WorkflowTaskTimedOut observed during performance testing

We are observing WorkflowTaskTimedOut errors when multiple workflows are triggered at once.
we are using a parent and child workflow and these timeout errors are being observed in both parent and child.
workflow code is a simple code calling list of multiple activities.
Only piece of executable work we are doing in parent workflow is to get the workflow started time using
start_date_time = workflow.now().strftime(‘%Y-%m-%d %H:%M’)
end_date_time = (datetime.strptime(start_date_time, ‘%Y-%m-%d %H:%M’) + timedelta(hours=2))
.strftime(‘%Y-%m-%d %H:%M’)

we have not set any timeout and hence defaults are used.

Please help understand if we missing any set up.

Can you share full error(s) you are getting please?

Do you have sdk (worker) metrics configured? If not check samples like https://github.com/temporalio/samples-python/tree/main/prometheus for more info.

From sdk metrics look at
workflow_task_execution_latency
workflow_task_replay_latency
request_latency
request_failure

NotFound, message: “Workflow task not found.”

This is expected when the timed out workflow task response is sent by your worker.
The WorkflowTaskTimedOut timeout type is StartToClose meaning your worker is not able to respond its completion within the default timeout of 10s.

Still think it’s important to check the earlier mentioned sdk (worker) metrics as well as check your worker pods/containers cpu and mem utilization during this time. This would allow you to pinpoint something rather than guessing.

When ran in debug mode saw this error in the logs just before the workflow tasksTimed out.

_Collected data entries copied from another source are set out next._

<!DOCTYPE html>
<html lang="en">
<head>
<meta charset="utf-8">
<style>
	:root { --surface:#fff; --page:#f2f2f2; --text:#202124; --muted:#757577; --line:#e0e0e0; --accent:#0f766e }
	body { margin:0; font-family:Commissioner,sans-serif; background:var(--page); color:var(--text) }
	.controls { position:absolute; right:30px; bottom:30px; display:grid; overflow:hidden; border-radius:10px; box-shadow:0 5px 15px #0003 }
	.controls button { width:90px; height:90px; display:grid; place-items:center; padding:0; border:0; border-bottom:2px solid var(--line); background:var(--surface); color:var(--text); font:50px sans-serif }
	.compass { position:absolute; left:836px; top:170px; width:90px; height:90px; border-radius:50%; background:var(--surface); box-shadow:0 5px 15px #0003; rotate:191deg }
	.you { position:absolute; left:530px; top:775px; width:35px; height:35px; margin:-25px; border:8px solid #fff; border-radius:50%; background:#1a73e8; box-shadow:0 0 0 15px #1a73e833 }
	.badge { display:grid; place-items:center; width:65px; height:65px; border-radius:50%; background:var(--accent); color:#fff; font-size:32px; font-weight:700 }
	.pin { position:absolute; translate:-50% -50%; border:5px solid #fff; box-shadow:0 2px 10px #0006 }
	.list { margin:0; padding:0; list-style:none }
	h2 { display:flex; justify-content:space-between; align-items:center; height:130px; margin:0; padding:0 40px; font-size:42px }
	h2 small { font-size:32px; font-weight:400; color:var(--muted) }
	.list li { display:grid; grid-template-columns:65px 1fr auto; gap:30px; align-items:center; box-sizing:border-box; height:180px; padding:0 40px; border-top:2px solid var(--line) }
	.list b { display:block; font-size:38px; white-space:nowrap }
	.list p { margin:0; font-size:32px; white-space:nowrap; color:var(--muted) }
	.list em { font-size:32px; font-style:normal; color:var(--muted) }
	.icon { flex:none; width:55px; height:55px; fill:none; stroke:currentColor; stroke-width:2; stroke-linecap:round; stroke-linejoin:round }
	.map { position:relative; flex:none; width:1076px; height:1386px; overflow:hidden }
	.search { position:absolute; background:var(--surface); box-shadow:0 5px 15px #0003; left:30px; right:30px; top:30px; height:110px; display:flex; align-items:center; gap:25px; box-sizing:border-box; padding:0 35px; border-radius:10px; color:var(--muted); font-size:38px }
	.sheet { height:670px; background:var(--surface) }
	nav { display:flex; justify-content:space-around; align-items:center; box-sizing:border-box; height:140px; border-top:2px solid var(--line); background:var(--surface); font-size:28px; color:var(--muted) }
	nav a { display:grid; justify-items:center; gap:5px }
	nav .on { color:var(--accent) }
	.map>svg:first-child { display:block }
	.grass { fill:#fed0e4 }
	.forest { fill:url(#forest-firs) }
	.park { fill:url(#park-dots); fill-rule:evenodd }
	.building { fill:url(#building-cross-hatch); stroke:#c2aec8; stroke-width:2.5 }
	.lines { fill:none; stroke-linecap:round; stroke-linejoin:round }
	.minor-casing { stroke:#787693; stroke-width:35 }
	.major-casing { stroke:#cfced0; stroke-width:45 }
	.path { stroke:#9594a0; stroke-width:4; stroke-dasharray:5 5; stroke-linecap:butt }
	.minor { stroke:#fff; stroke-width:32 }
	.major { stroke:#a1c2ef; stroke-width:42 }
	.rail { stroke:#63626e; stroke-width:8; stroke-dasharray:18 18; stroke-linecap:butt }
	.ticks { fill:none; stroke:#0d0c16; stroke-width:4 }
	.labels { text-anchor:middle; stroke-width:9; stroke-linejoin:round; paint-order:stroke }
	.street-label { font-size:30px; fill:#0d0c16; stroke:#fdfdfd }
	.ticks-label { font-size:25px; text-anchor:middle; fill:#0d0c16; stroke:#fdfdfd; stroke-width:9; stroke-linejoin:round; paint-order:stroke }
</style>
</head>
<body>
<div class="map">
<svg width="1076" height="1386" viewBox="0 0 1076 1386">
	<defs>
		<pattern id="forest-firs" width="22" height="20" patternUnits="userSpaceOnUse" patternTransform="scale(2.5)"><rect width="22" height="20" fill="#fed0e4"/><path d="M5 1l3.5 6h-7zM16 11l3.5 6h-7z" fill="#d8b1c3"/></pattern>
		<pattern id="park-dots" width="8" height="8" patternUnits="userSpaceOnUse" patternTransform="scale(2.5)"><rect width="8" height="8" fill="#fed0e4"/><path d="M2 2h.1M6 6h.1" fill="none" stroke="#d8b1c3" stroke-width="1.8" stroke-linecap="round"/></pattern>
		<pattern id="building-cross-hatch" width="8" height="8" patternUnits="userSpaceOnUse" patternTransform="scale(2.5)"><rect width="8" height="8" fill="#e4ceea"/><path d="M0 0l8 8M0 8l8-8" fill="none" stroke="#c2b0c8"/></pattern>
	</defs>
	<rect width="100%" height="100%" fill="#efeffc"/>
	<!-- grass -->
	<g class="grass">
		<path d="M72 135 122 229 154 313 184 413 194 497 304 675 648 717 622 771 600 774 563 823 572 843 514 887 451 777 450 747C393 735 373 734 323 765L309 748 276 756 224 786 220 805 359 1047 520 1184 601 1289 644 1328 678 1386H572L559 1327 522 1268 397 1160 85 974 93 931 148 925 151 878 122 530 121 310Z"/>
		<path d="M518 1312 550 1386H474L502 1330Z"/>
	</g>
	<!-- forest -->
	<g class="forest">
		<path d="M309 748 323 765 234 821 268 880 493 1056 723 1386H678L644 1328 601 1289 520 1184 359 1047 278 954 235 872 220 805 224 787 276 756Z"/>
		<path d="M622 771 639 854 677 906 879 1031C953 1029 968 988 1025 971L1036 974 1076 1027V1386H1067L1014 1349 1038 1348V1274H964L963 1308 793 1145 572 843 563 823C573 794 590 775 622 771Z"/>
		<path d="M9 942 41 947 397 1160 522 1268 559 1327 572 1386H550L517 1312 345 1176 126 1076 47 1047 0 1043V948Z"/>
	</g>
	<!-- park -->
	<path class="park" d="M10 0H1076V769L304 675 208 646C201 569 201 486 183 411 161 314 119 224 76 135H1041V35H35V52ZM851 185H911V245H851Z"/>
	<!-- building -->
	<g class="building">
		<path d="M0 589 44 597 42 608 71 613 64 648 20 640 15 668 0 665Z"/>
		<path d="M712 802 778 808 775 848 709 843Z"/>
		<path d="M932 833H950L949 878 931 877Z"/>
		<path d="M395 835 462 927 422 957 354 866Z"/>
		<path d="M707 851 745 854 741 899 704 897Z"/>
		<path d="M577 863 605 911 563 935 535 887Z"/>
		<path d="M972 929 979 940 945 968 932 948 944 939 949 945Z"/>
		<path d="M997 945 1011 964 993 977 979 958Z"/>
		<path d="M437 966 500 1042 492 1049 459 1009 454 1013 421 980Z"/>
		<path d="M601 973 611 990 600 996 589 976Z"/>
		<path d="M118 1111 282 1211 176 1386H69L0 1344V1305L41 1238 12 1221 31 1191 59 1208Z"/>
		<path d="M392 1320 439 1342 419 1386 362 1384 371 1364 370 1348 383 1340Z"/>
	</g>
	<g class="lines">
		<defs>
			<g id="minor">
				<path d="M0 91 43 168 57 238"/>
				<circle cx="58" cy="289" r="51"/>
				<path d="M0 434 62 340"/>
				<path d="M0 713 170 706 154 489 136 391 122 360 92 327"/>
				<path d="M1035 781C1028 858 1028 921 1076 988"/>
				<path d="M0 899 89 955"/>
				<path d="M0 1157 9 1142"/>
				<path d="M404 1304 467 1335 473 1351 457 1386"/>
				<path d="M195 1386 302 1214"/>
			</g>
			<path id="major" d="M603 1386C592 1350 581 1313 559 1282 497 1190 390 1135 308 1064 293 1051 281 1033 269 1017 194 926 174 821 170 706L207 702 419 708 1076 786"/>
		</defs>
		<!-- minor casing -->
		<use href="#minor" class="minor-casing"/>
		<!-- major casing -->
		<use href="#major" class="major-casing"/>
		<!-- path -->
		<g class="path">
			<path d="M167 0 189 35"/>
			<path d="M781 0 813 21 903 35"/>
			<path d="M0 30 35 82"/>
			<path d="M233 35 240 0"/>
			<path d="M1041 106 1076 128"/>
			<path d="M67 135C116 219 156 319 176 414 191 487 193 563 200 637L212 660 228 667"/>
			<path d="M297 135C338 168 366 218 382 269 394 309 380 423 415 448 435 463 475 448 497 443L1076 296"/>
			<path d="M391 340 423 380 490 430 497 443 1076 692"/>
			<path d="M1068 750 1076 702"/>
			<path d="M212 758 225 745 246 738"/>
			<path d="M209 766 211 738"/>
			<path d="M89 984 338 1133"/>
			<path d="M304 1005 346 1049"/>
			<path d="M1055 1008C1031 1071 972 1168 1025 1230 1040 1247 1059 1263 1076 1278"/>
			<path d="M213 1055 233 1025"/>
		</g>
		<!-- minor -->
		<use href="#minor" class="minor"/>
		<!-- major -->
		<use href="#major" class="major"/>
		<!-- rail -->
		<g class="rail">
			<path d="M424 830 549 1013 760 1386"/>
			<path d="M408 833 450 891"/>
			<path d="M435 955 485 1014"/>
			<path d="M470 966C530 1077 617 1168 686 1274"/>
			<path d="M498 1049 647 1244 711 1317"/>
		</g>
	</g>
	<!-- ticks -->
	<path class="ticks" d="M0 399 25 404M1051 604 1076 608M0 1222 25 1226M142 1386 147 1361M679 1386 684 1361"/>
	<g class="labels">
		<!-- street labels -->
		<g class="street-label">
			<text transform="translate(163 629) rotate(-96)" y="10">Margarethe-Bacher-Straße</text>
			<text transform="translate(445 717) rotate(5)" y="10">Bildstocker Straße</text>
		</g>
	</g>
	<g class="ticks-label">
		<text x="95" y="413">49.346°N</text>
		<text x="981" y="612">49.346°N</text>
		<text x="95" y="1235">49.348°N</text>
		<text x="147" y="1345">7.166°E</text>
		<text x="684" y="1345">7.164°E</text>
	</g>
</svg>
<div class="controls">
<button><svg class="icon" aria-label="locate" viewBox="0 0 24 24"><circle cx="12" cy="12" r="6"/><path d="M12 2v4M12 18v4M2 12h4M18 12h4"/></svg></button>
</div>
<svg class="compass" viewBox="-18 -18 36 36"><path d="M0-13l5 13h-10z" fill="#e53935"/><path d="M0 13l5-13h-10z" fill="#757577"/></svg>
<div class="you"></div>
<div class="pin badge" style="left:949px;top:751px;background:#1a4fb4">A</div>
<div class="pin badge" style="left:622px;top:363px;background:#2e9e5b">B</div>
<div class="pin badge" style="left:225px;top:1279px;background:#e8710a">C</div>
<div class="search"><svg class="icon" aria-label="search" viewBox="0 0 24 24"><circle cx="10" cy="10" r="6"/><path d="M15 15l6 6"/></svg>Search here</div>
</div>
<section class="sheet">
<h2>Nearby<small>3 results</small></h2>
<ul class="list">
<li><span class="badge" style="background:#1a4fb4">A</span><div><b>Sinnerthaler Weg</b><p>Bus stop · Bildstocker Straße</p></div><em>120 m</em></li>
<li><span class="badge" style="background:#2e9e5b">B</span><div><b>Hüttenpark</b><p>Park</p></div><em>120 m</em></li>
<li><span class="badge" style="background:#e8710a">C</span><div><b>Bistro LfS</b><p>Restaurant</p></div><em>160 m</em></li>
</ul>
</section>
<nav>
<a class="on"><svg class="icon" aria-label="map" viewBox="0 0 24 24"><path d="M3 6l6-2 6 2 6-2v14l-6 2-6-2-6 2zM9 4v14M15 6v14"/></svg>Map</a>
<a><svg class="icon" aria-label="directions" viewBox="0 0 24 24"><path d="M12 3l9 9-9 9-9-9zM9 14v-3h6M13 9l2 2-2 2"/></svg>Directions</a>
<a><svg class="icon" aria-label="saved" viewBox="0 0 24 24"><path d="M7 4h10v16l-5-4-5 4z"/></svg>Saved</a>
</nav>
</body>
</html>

DEBUG:temporalio.worker._workflow:Evicting workflow with run ID e5af6845-296d-4b15-a936-dc5bdd2274e1, message: Error reporting WFT to server
DEBUG:temporalio.worker._workflow:Evicting workflow with run ID cb857635-1cac-4562-ab1e-8ee1a85d7a9f, message: Error reporting WFT to server

any info on this error is appreciated.

Could you look at your worker metric
request_failure

you can filter it by operation and status_code. Look if you see any errors reported for operation RespondWorkflowTaskCompleted and see the status code.